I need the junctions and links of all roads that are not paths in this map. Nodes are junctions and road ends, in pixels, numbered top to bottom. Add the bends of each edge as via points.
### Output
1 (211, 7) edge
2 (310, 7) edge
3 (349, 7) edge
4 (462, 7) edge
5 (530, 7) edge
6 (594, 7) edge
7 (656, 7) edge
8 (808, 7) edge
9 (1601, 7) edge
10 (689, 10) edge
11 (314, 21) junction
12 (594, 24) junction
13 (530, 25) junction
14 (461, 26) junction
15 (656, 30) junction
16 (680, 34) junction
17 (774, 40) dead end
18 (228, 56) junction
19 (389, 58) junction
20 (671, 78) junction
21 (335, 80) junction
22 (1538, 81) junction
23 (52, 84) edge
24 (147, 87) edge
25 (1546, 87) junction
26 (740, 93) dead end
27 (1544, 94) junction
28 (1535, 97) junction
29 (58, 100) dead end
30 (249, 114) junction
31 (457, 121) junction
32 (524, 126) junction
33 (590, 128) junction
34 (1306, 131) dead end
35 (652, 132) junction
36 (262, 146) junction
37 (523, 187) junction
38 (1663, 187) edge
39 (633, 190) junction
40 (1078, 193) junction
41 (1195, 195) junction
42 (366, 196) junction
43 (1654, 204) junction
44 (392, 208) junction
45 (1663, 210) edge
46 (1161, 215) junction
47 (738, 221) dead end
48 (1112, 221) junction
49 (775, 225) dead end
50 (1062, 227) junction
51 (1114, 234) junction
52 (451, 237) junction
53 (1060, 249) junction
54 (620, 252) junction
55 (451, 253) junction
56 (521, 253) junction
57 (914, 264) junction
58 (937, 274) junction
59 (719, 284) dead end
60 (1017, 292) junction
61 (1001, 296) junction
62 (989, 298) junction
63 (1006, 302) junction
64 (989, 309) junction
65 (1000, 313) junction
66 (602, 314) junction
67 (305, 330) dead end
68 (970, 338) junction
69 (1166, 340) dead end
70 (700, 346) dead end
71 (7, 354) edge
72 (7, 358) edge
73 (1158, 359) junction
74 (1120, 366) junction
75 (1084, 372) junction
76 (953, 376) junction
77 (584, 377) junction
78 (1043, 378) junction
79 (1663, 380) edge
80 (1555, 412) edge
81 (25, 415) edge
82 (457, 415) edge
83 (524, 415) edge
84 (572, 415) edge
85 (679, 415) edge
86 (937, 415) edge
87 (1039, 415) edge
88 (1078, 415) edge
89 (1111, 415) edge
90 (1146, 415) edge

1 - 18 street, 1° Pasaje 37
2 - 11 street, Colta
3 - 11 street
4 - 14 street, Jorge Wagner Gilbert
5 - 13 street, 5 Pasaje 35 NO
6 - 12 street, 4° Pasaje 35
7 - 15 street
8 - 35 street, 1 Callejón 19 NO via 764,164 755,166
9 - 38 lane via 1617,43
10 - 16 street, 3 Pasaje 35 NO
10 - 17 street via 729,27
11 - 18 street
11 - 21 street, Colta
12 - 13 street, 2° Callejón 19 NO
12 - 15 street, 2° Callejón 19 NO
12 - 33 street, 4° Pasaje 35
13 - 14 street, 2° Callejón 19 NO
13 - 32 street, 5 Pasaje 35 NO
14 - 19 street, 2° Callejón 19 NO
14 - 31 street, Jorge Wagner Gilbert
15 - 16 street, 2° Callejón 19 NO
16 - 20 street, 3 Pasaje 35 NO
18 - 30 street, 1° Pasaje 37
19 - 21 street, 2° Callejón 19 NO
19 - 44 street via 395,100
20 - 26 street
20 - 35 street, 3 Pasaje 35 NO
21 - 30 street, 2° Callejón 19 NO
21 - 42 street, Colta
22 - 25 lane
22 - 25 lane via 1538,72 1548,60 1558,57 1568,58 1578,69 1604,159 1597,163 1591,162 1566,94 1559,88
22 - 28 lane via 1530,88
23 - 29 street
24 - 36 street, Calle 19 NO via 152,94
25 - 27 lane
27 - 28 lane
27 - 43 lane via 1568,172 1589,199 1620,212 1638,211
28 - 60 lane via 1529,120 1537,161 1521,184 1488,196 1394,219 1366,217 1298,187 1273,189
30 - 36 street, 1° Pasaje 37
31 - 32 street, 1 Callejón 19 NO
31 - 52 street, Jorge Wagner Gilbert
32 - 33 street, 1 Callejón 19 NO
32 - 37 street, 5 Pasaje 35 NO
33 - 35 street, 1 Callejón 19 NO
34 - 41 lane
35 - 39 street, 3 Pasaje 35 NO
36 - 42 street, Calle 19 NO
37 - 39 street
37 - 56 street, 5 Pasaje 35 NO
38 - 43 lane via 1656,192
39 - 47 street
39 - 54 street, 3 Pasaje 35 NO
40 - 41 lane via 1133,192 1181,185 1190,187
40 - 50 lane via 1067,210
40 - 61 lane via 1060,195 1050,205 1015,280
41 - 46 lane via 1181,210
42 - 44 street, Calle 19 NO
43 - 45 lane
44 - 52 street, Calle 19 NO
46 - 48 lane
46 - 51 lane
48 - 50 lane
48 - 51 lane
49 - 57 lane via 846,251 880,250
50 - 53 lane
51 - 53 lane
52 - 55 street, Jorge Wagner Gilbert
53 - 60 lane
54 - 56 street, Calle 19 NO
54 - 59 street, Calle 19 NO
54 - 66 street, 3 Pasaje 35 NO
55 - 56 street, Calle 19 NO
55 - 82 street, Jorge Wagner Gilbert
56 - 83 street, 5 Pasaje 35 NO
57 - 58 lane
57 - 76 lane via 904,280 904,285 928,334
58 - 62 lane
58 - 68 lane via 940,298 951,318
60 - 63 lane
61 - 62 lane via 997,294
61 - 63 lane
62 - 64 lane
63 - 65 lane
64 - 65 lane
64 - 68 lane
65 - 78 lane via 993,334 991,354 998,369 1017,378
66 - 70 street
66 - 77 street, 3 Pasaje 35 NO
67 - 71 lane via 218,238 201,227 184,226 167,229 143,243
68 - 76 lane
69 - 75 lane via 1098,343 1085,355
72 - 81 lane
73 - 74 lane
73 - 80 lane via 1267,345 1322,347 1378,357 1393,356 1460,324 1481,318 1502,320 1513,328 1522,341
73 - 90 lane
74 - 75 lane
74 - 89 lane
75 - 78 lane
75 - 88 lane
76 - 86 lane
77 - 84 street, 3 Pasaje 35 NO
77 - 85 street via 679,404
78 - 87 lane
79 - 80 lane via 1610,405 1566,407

▶ **WHAT IS EXPECTED**: Retype each line above with no alterations.

▶ **ANSWER AREA**:
I need the junctions and links of all roads that are not paths in this map. Nodes are junctions and road ends, in pixels, numbered top to bottom. Add the bends of each edge as via points.
### Output
1 (211, 7) edge
2 (310, 7) edge
3 (349, 7) edge
4 (462, 7) edge
5 (530, 7) edge
6 (594, 7) edge
7 (656, 7) edge
8 (808, 7) edge
9 (1601, 7) edge
10 (689, 10) edge
11 (314, 21) junction
12 (594, 24) junction
13 (530, 25) junction
14 (461, 26) junction
15 (656, 30) junction
16 (680, 34) junction
17 (774, 40) dead end
18 (228, 56) junction
19 (389, 58) junction
20 (671, 78) junction
21 (335, 80) junction
22 (1538, 81) junction
23 (52, 84) edge
24 (147, 87) edge
25 (1546, 87) junction
26 (740, 93) dead end
27 (1544, 94) junction
28 (1535, 97) junction
29 (58, 100) dead end
30 (249, 114) junction
31 (457, 121) junction
32 (524, 126) junction
33 (590, 128) junction
34 (1306, 131) dead end
35 (652, 132) junction
36 (262, 146) junction
37 (523, 187) junction
38 (1663, 187) edge
39 (633, 190) junction
40 (1078, 193) junction
41 (1195, 195) junction
42 (366, 196) junction
43 (1654, 204) junction
44 (392, 208) junction
45 (1663, 210) edge
46 (1161, 215) junction
47 (738, 221) dead end
48 (1112, 221) junction
49 (775, 225) dead end
50 (1062, 227) junction
51 (1114, 234) junction
52 (451, 237) junction
53 (1060, 249) junction
54 (620, 252) junction
55 (451, 253) junction
56 (521, 253) junction
57 (914, 264) junction
58 (937, 274) junction
59 (719, 284) dead end
60 (1017, 292) junction
61 (1001, 296) junction
62 (989, 298) junction
63 (1006, 302) junction
64 (989, 309) junction
65 (1000, 313) junction
66 (602, 314) junction
67 (305, 330) dead end
68 (970, 338) junction
69 (1166, 340) dead end
70 (700, 346) dead end
71 (7, 354) edge
72 (7, 358) edge
73 (1158, 359) junction
74 (1120, 366) junction
75 (1084, 372) junction
76 (953, 376) junction
77 (584, 377) junction
78 (1043, 378) junction
79 (1663, 380) edge
80 (1555, 412) edge
81 (25, 415) edge
82 (457, 415) edge
83 (524, 415) edge
84 (572, 415) edge
85 (679, 415) edge
86 (937, 415) edge
87 (1039, 415) edge
88 (1078, 415) edge
89 (1111, 415) edge
90 (1146, 415) edge

1 - 18 street, 1° Pasaje 37
2 - 11 street, Colta
3 - 11 street
4 - 14 street, Jorge Wagner Gilbert
5 - 13 street, 5 Pasaje 35 NO
6 - 12 street, 4° Pasaje 35
7 - 15 street
8 - 35 street, 1 Callejón 19 NO via 764,164 755,166
9 - 38 lane via 1617,43
10 - 16 street, 3 Pasaje 35 NO
10 - 17 street via 729,27
11 - 18 street
11 - 21 street, Colta
12 - 13 street, 2° Callejón 19 NO
12 - 15 street, 2° Callejón 19 NO
12 - 33 street, 4° Pasaje 35
13 - 14 street, 2° Callejón 19 NO
13 - 32 street, 5 Pasaje 35 NO
14 - 19 street, 2° Callejón 19 NO
14 - 31 street, Jorge Wagner Gilbert
15 - 16 street, 2° Callejón 19 NO
16 - 20 street, 3 Pasaje 35 NO
18 - 30 street, 1° Pasaje 37
19 - 21 street, 2° Callejón 19 NO
19 - 44 street via 395,100
20 - 26 street
20 - 35 street, 3 Pasaje 35 NO
21 - 30 street, 2° Callejón 19 NO
21 - 42 street, Colta
22 - 25 lane
22 - 25 lane via 1538,72 1548,60 1558,57 1568,58 1578,69 1604,159 1597,163 1591,162 1566,94 1559,88
22 - 28 lane via 1530,88
23 - 29 street
24 - 36 street, Calle 19 NO via 152,94
25 - 27 lane
27 - 28 lane
27 - 43 lane via 1568,172 1589,199 1620,212 1638,211
28 - 60 lane via 1529,120 1537,161 1521,184 1488,196 1394,219 1366,217 1298,187 1273,189
30 - 36 street, 1° Pasaje 37
31 - 32 street, 1 Callejón 19 NO
31 - 52 street, Jorge Wagner Gilbert
32 - 33 street, 1 Callejón 19 NO
32 - 37 street, 5 Pasaje 35 NO
33 - 35 street, 1 Callejón 19 NO
34 - 41 lane
35 - 39 street, 3 Pasaje 35 NO
36 - 42 street, Calle 19 NO
37 - 39 street
37 - 56 street, 5 Pasaje 35 NO
38 - 43 lane via 1656,192
39 - 47 street
39 - 54 street, 3 Pasaje 35 NO
40 - 41 lane via 1133,192 1181,185 1190,187
40 - 50 lane via 1067,210
40 - 61 lane via 1060,195 1050,205 1015,280
41 - 46 lane via 1181,210
42 - 44 street, Calle 19 NO
43 - 45 lane
44 - 52 street, Calle 19 NO
46 - 48 lane
46 - 51 lane
48 - 50 lane
48 - 51 lane
49 - 57 lane via 846,251 880,250
50 - 53 lane
51 - 53 lane
52 - 55 street, Jorge Wagner Gilbert
53 - 60 lane
54 - 56 street, Calle 19 NO
54 - 59 street, Calle 19 NO
54 - 66 street, 3 Pasaje 35 NO
55 - 56 street, Calle 19 NO
55 - 82 street, Jorge Wagner Gilbert
56 - 83 street, 5 Pasaje 35 NO
57 - 58 lane
57 - 76 lane via 904,280 904,285 928,334
58 - 62 lane
58 - 68 lane via 940,298 951,318
60 - 63 lane
61 - 62 lane via 997,294
61 - 63 lane
62 - 64 lane
63 - 65 lane
64 - 65 lane
64 - 68 lane
65 - 78 lane via 993,334 991,354 998,369 1017,378
66 - 70 street
66 - 77 street, 3 Pasaje 35 NO
67 - 71 lane via 218,238 201,227 184,226 167,229 143,243
68 - 76 lane
69 - 75 lane via 1098,343 1085,355
72 - 81 lane
73 - 74 lane
73 - 80 lane via 1267,345 1322,347 1378,357 1393,356 1460,324 1481,318 1502,320 1513,328 1522,341
73 - 90 lane
74 - 75 lane
74 - 89 lane
75 - 78 lane
75 - 88 lane
76 - 86 lane
77 - 84 street, 3 Pasaje 35 NO
77 - 85 street via 679,404
78 - 87 lane
79 - 80 lane via 1610,405 1566,407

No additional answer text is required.